By thematic event, we are referring to a collection of events relevant to a common theme. For example, the thematic event “Vụ con trong chai Number 1 (The fly in Number 1)”Footnote 1 started with an event “A customer found a fly inside an unopened Number 1 bottle” and continued with another event such as “He then contacted Tan Hiep Phat company to blackmail 1 billion VND”, etc. Our task is to generate a timeline of the most salient events relevant to a thematic event as in Fig. 1. Following previous works on event timeline generation, we treat an event as a pair of timestamp and an event description. For instance, (2014/12/03, “A customer found a fly inside an unopened Number 1 bottle”) is an event. We are not going to use event details such as triggers and participants as in Message Understanding Conference and Automatic Content Extraction (and its subsequent Knowledge Base Population) [6,7,8].

When reporting on a thematic event, such as a politic scandal or a disaster, different journalists tend to agree on salient events and story developments. Such agreement is consequently reflected on redundancy between news sources. We aim at leveraging this redundancy to detect salient events.

The task has been studied in other languages like English and French [9]. However, to our knowledge, there has been no study in Vietnamese so far although there is a large and rapidly increasing volume of event-related newswire contents in Vietnamese.

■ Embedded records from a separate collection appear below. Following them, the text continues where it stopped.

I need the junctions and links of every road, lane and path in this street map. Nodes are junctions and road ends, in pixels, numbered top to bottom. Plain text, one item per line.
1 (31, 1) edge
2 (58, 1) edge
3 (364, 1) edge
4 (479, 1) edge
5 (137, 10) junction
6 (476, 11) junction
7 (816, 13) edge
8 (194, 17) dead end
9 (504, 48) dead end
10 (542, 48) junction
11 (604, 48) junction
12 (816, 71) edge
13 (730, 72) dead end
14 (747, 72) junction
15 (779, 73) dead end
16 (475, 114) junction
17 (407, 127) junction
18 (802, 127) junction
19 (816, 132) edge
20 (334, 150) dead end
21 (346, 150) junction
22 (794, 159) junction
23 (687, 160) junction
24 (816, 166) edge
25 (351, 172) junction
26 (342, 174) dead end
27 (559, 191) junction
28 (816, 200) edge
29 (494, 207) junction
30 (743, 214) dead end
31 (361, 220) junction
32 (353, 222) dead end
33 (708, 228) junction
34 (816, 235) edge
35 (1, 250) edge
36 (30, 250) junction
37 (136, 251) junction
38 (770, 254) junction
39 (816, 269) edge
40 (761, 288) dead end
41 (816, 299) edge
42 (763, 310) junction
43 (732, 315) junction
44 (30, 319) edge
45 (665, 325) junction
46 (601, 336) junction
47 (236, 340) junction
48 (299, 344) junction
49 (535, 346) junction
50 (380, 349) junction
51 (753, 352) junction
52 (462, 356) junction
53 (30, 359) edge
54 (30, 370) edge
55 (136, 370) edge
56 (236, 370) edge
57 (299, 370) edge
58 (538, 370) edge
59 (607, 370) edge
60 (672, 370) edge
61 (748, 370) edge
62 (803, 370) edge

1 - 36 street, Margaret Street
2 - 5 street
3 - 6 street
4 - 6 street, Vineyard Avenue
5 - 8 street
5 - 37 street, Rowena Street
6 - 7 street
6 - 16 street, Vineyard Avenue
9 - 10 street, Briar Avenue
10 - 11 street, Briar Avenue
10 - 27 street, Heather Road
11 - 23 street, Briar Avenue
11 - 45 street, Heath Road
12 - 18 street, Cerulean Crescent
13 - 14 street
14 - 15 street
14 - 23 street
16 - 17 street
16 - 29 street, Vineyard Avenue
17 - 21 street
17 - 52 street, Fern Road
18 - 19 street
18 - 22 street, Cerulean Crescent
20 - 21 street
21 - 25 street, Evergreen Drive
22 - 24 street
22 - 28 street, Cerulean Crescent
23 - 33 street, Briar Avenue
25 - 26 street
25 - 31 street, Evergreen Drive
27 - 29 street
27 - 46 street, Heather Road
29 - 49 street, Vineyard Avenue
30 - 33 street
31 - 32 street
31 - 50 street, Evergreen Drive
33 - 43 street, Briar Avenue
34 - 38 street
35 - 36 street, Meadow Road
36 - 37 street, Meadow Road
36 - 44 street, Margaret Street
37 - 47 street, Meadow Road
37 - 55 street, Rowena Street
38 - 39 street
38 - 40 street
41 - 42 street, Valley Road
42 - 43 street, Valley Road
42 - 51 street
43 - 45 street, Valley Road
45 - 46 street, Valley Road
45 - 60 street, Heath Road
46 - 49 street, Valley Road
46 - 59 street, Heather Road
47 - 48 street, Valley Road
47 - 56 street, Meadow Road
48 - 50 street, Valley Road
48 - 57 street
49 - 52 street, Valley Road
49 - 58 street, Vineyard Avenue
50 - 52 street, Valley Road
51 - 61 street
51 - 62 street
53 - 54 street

In this paper, we present our approach towards generating event timelines on Vietnamese newswire documents. Our contributions are three-fold: Firstly, to our knowledge, we are the first to tackle this problem in Vietnamese. Secondly, as redundancy from various sources is crucial in order to judge importance of information related to an event, we have gathered a large-scale corpus of Vietnamese news from 145 popular online news agencies in Vietnam in the period from 2007 to 2017. As illustrated by experimental results, such corpus is adequate for generating timelines of various events. Last but not least, we have manually created a dataset of 17 timelines for evaluation. The dataset consists of various events happening in Vietnam as well as world-wide. Experimental results on the dataset show that the models based on n-grams are on par with the word-based model.

The rest of the paper is organized as follows: Sect. 2 briefly introduces related work; Sect. 3 describes our proposed method; Sect. 4 demonstrates evaluation results; The paper is concluded in Sect. 5.

Fig. 1.
figure 1

A timeline of “The fly in Number 1” written by journalists.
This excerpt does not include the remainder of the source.